Nobody seems to know how it happened, but when Ravenous opens, the survivors have already moved past denial into acceptance of their situation. Those who are still alive are necessarily good at killing zombies. Nevertheless, the human death toll keeps climbing at a constant clip throughout the film. Bonin is about to lose his best friend, but he will pick up a woman and shortly thereafter a young girl, who will become a surrogate family. He is headed towards his mother’s country home, but survivors often change their plans and direction on a dime.
Bonin’s new companion Tania is “lucky” to be alive. She happened to be bitten by a dog during the zombie uprising, so everyone she meets is instantly suspicious of her. Along with little Zoé, they will head towards Bonin’s mother’s place, where he would receive a frosty reception at the best of times. Nevertheless, they will all join forces with a grimly efficient zombie killing pre-teen and a suspiciously injured old man, because you just have to forge ad-hoc alliances during the zombie apocalypse.
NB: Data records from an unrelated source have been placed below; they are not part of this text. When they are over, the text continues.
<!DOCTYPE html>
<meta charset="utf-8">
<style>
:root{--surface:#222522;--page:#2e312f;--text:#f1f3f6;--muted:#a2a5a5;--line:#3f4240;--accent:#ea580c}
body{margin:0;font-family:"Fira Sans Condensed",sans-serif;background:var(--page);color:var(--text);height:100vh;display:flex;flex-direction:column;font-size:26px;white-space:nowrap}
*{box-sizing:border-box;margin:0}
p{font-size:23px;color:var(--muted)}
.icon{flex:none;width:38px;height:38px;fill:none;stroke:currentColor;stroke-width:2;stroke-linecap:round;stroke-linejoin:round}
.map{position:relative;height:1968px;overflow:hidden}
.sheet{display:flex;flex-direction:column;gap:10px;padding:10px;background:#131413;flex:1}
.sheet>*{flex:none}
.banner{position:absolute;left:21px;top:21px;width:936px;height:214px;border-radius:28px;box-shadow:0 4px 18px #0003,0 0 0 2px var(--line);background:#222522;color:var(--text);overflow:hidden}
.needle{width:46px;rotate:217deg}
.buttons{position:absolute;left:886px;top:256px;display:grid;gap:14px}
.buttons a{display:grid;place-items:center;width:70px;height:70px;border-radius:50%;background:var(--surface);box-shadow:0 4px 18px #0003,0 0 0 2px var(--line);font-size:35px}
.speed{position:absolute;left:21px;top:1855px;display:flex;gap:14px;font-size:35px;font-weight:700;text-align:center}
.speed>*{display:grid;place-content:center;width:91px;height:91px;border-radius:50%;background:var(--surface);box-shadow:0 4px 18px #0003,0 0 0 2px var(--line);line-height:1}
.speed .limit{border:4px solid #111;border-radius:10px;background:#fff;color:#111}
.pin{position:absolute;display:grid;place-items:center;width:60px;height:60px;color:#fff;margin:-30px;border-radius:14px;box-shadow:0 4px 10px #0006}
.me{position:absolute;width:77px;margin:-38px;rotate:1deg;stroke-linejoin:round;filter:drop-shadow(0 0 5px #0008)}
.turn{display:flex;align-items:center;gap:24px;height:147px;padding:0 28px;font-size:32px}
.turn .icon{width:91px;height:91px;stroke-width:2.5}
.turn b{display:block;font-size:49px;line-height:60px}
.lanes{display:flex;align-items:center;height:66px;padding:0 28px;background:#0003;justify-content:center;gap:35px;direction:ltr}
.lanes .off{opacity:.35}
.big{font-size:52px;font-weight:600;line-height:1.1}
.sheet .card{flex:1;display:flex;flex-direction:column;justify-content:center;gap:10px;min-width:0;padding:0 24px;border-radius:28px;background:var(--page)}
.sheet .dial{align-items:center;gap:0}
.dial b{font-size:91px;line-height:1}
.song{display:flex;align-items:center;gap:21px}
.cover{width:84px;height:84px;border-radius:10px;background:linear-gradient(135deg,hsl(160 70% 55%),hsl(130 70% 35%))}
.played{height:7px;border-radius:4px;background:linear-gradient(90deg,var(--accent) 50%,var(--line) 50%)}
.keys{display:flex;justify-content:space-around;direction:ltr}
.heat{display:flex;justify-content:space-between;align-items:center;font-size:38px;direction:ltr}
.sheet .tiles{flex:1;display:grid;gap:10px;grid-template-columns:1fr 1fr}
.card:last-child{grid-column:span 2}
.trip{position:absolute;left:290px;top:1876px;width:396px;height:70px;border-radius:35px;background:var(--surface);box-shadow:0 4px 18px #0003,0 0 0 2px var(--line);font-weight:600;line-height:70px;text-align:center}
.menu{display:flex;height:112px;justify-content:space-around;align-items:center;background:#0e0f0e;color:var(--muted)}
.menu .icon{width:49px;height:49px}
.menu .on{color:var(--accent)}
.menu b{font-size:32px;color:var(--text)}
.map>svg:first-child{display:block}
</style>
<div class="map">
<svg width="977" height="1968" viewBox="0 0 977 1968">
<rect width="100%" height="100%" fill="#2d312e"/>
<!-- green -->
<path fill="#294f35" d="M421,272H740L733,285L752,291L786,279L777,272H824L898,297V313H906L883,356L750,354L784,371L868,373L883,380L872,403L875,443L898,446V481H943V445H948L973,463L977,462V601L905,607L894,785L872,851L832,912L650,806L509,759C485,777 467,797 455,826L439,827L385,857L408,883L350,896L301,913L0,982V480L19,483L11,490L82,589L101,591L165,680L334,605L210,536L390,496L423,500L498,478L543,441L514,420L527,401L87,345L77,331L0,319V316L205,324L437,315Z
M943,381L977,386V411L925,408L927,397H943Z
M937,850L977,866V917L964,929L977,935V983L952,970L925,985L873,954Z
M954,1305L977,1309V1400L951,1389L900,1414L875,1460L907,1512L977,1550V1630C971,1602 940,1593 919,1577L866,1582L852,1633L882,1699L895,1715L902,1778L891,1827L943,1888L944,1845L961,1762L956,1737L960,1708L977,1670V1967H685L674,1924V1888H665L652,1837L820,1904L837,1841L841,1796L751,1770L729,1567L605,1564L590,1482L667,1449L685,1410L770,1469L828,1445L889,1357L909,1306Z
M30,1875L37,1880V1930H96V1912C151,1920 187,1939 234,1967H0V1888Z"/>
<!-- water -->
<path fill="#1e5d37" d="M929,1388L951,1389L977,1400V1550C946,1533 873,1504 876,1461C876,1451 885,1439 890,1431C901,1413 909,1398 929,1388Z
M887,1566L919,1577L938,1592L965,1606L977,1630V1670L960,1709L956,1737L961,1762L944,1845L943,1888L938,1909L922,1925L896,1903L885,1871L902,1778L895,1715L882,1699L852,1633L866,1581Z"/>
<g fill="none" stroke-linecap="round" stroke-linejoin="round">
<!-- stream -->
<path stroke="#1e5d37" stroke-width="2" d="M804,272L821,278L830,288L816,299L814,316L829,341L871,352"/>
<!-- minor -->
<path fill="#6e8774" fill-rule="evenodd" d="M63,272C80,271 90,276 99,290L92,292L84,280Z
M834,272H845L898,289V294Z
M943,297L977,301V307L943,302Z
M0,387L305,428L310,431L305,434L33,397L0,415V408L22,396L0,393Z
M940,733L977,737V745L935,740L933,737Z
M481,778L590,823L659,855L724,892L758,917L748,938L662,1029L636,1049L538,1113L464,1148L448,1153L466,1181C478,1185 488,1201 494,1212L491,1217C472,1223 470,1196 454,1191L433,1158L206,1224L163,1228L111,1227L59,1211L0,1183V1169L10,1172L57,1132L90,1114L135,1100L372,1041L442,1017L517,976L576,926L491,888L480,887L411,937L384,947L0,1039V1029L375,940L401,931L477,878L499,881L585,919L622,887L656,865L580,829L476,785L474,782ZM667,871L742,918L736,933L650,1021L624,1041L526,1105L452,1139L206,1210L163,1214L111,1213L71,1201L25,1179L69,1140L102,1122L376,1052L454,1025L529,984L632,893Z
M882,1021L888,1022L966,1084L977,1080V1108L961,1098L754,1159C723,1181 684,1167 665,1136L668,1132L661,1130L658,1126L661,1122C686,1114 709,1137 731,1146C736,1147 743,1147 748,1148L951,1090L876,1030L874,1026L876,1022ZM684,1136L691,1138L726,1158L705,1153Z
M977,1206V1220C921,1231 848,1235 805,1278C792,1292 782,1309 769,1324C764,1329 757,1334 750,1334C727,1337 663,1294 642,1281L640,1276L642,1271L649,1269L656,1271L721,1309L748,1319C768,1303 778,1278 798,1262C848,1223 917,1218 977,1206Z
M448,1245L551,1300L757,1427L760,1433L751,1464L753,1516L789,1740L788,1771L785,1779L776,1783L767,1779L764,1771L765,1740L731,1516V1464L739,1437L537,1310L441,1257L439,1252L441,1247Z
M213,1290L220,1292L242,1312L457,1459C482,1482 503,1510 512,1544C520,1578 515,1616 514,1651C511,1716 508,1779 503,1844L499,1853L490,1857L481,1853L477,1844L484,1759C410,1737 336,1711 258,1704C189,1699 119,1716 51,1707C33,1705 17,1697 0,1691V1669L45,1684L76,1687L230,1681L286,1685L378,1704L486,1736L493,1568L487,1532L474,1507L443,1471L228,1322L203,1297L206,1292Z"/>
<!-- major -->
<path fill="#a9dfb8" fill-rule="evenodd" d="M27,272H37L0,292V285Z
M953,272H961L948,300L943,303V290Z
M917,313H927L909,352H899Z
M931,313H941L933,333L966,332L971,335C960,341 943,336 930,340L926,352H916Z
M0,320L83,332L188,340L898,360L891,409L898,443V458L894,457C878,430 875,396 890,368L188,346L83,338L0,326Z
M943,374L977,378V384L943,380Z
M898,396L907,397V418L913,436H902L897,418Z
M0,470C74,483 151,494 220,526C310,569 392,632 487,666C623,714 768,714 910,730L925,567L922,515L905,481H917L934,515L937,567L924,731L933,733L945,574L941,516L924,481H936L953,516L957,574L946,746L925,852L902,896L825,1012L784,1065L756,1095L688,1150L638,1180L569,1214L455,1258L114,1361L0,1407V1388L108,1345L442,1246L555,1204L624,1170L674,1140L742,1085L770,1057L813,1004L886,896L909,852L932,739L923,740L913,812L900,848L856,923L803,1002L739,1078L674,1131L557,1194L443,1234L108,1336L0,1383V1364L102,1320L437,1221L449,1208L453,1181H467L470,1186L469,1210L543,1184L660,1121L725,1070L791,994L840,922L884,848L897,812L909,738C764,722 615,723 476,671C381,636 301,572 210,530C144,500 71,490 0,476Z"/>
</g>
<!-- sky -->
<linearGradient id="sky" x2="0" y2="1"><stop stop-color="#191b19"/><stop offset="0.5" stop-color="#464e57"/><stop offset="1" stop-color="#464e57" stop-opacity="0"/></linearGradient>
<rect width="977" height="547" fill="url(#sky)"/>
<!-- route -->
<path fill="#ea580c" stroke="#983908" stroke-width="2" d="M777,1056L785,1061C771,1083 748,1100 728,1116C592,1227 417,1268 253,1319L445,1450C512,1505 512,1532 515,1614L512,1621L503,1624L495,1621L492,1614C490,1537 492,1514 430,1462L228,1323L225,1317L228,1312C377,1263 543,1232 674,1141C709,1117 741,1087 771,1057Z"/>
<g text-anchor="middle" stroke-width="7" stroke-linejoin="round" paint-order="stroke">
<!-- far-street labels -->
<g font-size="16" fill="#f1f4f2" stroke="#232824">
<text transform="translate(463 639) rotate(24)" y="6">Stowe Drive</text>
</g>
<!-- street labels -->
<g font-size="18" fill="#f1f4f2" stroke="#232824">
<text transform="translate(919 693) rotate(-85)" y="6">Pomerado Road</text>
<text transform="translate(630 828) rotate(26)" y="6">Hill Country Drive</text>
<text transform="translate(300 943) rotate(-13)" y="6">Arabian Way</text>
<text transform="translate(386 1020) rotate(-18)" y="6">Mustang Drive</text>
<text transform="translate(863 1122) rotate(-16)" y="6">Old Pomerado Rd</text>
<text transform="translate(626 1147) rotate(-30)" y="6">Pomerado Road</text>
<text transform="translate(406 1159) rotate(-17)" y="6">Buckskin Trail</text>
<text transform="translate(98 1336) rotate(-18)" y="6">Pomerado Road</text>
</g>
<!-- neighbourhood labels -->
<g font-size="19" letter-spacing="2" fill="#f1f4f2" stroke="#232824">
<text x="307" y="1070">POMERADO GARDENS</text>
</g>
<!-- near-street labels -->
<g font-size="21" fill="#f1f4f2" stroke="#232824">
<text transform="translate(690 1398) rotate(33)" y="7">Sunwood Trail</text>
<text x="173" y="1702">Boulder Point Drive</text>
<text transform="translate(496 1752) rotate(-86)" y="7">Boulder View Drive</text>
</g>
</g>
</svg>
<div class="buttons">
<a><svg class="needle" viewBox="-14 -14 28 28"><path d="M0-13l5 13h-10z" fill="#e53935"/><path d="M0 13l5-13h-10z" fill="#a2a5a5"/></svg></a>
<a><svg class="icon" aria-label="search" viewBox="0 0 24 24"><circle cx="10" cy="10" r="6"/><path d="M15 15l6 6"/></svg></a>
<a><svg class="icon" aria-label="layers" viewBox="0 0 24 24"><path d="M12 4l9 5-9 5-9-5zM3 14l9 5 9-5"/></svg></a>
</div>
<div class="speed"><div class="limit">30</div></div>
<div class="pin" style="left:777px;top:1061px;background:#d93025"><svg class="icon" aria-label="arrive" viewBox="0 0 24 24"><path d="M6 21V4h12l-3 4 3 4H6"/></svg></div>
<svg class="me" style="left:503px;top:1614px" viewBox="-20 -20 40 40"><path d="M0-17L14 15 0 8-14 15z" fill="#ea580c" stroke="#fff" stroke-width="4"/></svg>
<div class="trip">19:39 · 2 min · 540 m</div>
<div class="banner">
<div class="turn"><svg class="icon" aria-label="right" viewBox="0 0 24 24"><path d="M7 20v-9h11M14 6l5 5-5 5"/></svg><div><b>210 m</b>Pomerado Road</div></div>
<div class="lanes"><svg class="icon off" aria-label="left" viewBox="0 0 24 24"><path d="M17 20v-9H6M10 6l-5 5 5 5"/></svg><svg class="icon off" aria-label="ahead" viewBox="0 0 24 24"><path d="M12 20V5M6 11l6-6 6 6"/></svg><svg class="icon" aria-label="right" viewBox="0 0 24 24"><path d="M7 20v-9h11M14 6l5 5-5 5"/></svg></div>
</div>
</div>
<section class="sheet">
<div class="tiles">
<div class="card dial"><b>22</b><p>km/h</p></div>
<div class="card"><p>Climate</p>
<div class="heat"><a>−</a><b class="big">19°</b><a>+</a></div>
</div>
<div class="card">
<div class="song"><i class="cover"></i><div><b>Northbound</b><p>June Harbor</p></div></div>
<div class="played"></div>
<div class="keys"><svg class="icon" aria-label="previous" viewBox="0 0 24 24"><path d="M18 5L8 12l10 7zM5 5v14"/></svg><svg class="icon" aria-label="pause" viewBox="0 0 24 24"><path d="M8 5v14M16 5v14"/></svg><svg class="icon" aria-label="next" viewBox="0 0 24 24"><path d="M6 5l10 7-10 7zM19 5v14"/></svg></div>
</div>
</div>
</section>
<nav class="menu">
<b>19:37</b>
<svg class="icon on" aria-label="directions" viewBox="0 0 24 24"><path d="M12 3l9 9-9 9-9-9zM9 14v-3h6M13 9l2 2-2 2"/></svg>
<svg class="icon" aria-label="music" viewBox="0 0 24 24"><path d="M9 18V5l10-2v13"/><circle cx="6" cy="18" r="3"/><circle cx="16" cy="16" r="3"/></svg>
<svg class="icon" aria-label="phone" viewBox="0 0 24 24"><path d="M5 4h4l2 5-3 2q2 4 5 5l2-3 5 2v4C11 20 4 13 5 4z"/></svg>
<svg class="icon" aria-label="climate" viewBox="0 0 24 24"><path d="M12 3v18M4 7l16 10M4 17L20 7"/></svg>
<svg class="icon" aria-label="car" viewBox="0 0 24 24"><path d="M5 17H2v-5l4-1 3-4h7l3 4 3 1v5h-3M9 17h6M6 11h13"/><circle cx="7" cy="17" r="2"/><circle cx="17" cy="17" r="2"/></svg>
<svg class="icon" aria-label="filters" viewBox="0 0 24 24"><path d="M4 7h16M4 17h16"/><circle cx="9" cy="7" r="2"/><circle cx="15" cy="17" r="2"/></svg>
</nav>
You have to give Aubert loads of credit. He has made a film that is thoughtful and moody as all get-out, while still embracing the conventions of the zombie movie. Unlike Rod Blakehurst’s bitterly unsatisfying Here Alone, Ravenous never comes off like it thinks it is too good to be a zombie movie. Faces get chomped here and shufflers are hacked with machetes. Seriously, Aubert accumulates a massive body-count. Yet, he is keenly attuned to the characters’ grief and mounting sense of hopelessness. In some ways, it could be dubbed the zombie equivalent of Lars Von Triers’ Melancholia.
Probably the last zombie film that had this much genuine acting going on was Train to Busan. Marc-André Grondin is probably best known as Xavier LaFlamme in the Goon movies, but he is totally unrecognizable and intensely tightly wound as Bonin. Yet, Brigitte Poupart ups the ante even further as Céline, a business woman turned zombie killing machine, who is likely to inspire a cult following and a host of mimes. Young Charlotte St-Martin is also quite impressive as little Zoé. Frankly, there really is no weak link in the multi-character ensemble.
Weirdly, Ravenous or Les Affames or whatever, brings to mind the best quote from the aughts, from Jed Babbin: “going to war without France is like going deer hunting without an accordion. All you do is leave behind a lot of noisy baggage.” In this case, the French Canadians bring an accordion to the zombie uprising. Presumably, it represents Tania’s last link to normalcy, but it still has a randomness that fits the film’s world view. Arguably, it is both gorier and more thoughtful than the first season of The Walking Dead—its like Aubert can have his brains and eat them too. Highly recommended for zombie fans, The Ravenous starts streaming tomorrow (3/2) on Netflix.